The legislative framework that currently regulates sex is also fragmented as the Sexual Offences Act, 1957 has already been partially repealed with the remaining sections on sex work awaiting review.

There are also municipal by-laws which impact on selling sex, with, for example, certain municipalities using the “nuisance” or “loitering” by-laws to remove or prosecute sex workers.

Lamola said criminalising sex work has not stopped the selling or buying of sex, nor has it been effective.

“If anything, it has led to higher levels of violence against sex workers. In addition, criminalisation affects predominantly women, with the female sex worker usually being the one who is confronted by law enforcement, but the male client isn’t. The National Prosecuting Authority has also indicated a very low percentage of cases or prosecutions for such transgressions,” he said.

The Bill follows a two-step approach to sex work.

“It does not decriminalise and regulate the industry all at once. It deals with decriminalisation only, with regulation to follow at a later stage. It was thought to be important to deal with the decriminalisation first, so as to ensure that sex workers are no longer criminally charged. This will mean greater protection for sex workers.

“Decriminalisation will de-stigmatise sex work and enable access to basic services and protection by law enforcement agencies. Existing laws prohibiting children from selling sex and trafficking for sexual purposes, remain in force,” said Lamola.
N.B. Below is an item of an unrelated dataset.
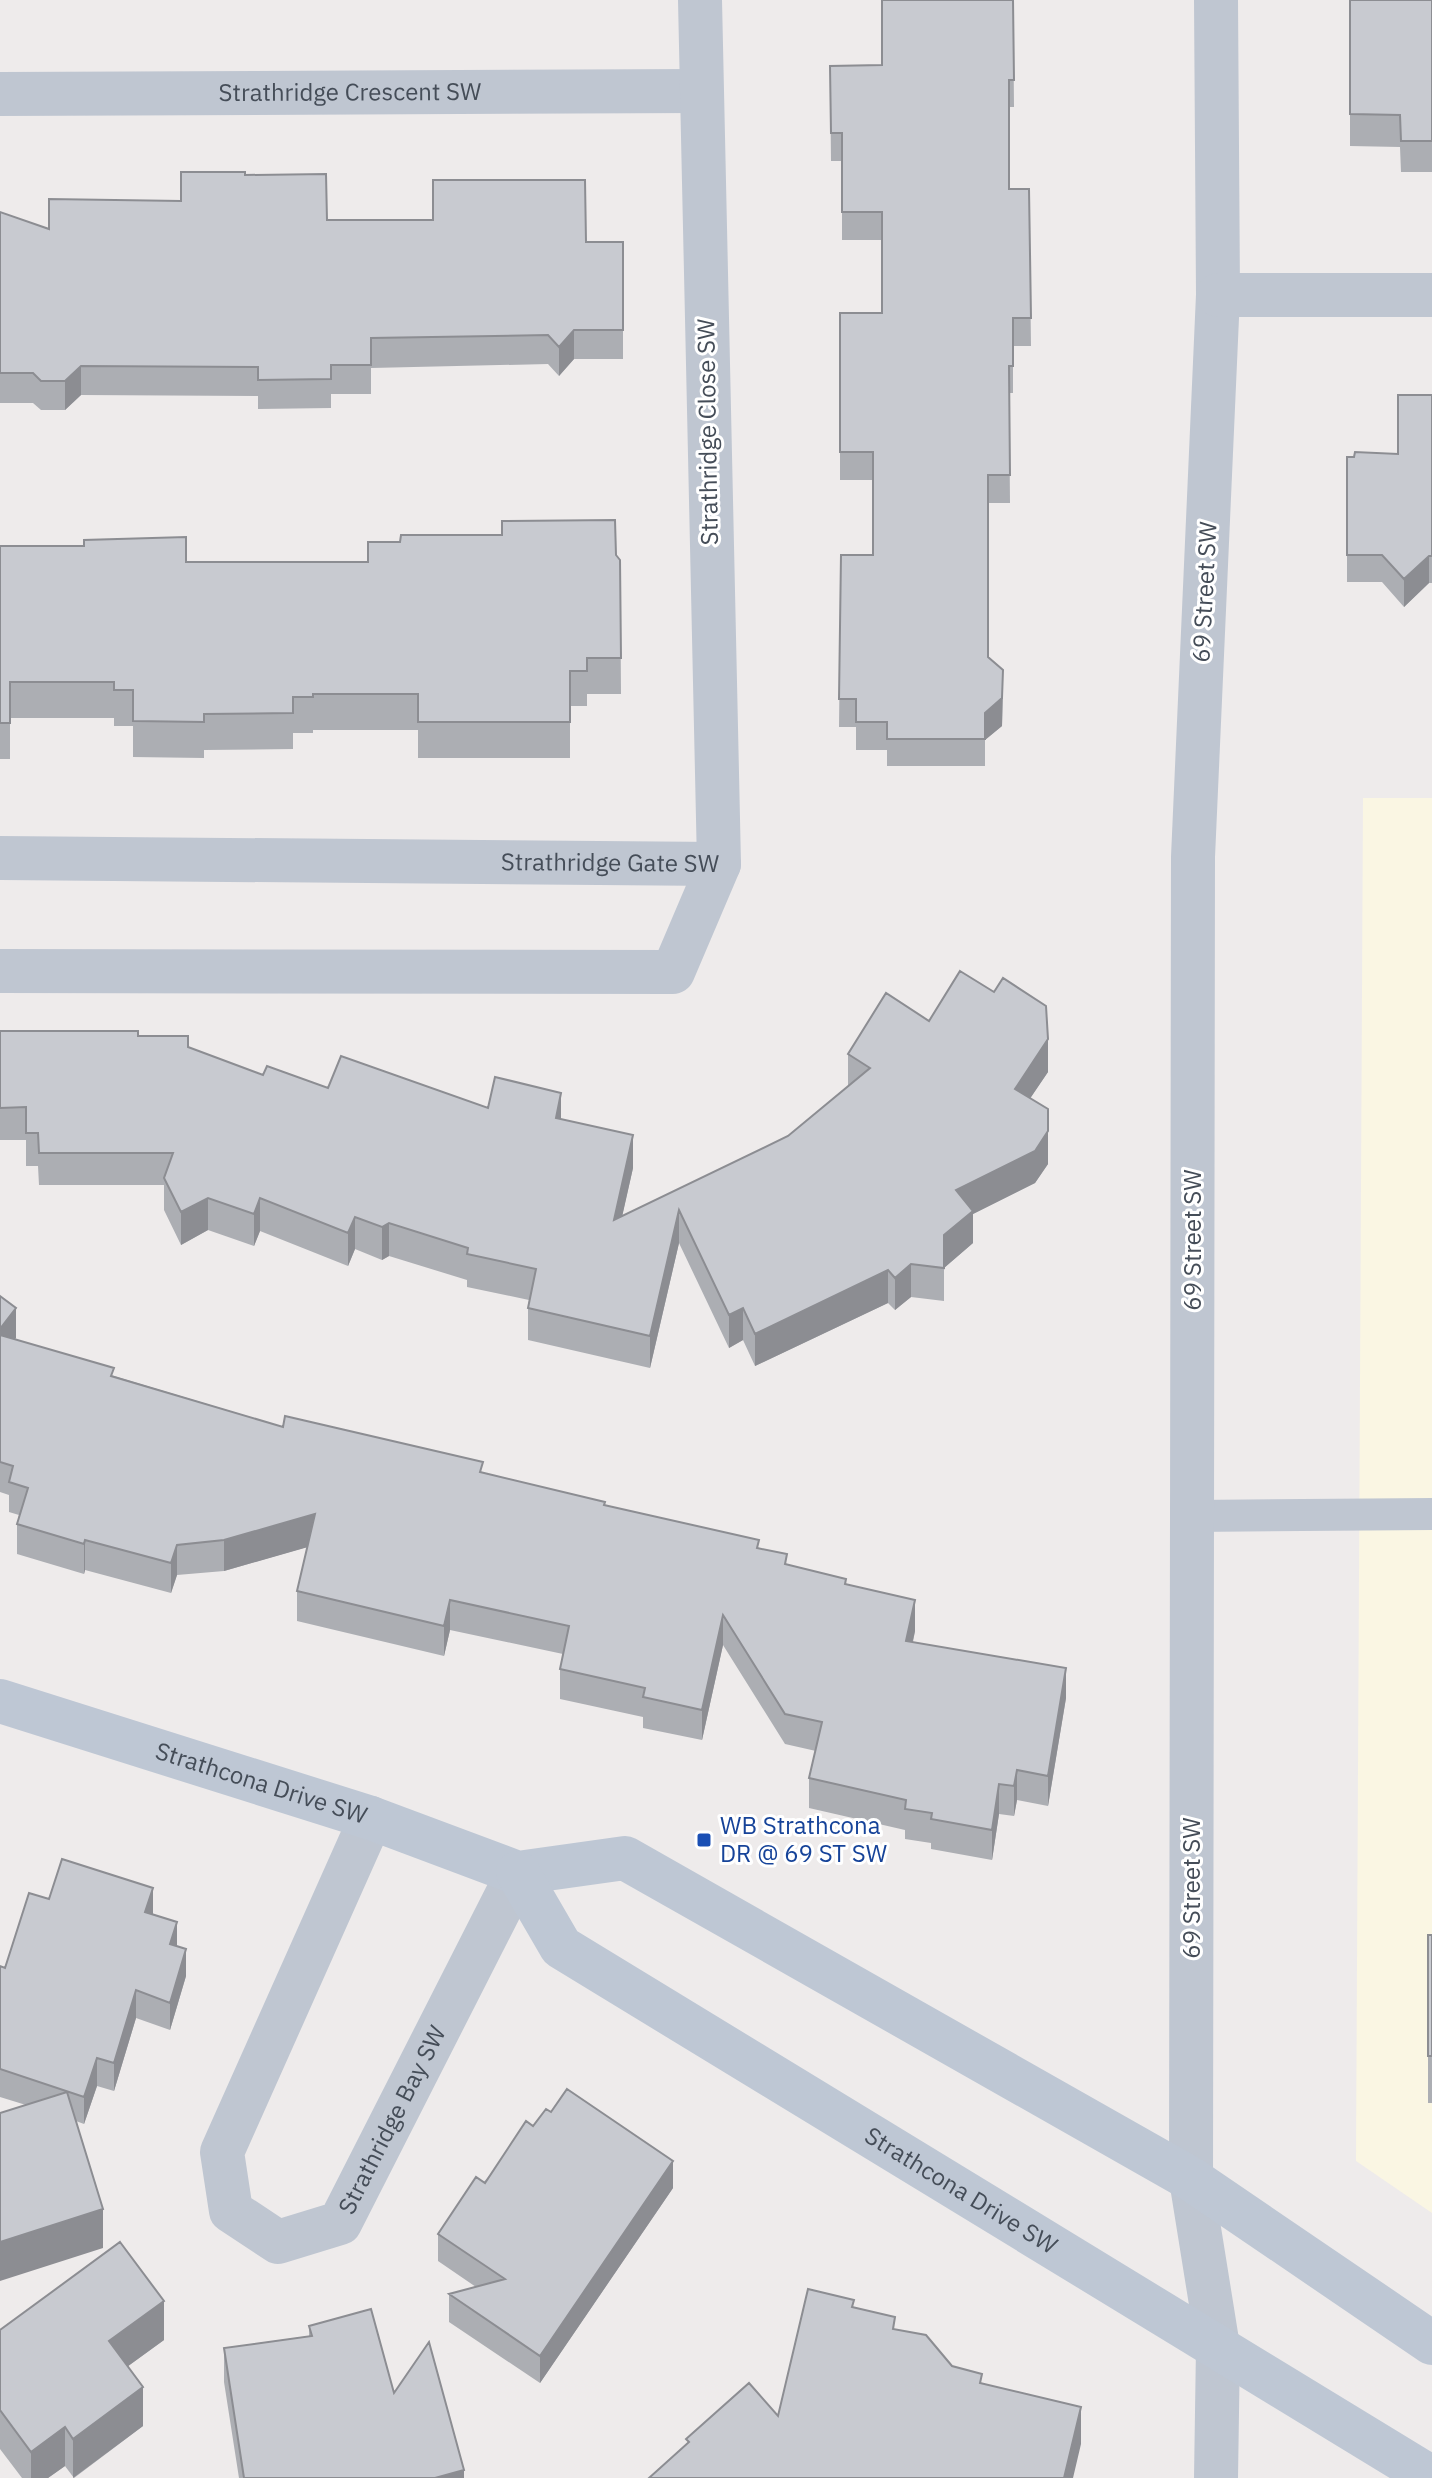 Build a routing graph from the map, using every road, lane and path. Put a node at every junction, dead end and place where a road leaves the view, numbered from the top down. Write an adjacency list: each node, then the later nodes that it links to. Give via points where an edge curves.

With regards to regulation, Lamola said municipal by-laws would still be able to provide where solicitation in public spaces may or may not take place, for example, prohibiting the selling of sex in certain areas.

“This is similar to the prohibition on the location of taverns and shebeens, where there can be restrictions imposed to prohibit trade in residential neighbourhoods, near schools and/or religious buildings,” he said.